→ **Problem to solve**
Go over each line of the entries below, count those with "Left", and give only the count.

━━━━━ Data records

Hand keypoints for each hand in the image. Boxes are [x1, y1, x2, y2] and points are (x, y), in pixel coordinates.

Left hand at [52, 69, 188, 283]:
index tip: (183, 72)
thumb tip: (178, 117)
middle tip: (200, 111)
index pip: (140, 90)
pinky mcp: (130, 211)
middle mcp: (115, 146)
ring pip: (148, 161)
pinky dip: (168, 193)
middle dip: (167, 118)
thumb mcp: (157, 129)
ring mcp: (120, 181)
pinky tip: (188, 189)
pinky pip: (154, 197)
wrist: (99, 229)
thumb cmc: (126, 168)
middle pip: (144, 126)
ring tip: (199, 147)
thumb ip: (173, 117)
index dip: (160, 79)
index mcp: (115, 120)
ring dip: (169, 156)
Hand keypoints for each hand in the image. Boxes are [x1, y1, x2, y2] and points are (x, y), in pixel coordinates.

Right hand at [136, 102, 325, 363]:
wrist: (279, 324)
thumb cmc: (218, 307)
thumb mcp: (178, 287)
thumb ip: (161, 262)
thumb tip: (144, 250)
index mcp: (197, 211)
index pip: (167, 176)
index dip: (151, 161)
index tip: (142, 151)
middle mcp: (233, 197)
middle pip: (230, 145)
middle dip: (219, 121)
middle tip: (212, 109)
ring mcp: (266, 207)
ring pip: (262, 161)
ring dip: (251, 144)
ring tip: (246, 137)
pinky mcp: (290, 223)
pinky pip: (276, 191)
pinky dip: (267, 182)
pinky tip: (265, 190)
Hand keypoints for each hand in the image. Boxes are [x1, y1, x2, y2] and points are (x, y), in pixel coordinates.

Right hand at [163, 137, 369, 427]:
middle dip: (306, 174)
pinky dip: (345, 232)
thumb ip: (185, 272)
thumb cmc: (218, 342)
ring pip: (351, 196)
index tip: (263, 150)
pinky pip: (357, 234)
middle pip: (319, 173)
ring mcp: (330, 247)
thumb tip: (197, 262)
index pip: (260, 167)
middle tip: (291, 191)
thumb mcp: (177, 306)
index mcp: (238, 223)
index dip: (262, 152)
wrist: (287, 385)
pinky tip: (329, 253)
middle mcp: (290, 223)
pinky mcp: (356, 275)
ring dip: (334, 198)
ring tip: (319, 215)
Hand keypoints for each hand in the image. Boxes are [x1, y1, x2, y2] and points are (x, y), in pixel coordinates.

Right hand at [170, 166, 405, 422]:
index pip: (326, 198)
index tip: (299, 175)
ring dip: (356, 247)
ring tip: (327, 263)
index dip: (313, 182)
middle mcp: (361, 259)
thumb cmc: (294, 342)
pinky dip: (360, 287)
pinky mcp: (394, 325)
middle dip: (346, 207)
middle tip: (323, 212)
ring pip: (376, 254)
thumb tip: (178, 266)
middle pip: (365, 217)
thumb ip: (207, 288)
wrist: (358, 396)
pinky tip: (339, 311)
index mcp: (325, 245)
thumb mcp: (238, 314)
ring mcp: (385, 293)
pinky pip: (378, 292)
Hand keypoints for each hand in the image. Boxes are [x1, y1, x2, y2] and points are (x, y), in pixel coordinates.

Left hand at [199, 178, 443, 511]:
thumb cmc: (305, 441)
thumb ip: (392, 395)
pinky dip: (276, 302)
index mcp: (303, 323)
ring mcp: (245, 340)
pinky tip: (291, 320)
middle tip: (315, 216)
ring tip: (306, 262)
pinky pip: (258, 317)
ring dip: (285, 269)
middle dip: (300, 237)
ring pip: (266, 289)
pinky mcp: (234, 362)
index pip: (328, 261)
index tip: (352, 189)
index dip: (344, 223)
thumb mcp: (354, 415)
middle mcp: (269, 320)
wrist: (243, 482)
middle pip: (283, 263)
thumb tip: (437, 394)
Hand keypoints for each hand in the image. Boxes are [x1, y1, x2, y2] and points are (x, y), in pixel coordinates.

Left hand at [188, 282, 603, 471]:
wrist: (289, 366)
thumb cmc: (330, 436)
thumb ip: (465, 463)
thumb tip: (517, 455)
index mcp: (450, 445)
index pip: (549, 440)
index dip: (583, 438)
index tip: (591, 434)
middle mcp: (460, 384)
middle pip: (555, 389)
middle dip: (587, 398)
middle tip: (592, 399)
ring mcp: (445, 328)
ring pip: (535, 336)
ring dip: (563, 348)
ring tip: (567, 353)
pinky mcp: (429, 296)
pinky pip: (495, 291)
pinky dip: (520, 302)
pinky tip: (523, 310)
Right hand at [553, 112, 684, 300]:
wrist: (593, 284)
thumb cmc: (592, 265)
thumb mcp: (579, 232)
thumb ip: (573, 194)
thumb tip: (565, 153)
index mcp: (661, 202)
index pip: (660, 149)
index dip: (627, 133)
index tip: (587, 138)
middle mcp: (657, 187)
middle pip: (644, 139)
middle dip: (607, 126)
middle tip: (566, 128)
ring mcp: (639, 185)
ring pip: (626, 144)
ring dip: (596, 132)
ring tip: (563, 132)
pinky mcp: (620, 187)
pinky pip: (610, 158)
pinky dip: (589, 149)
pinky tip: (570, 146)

━━━━━━━━━━

→ **Result of this task**
3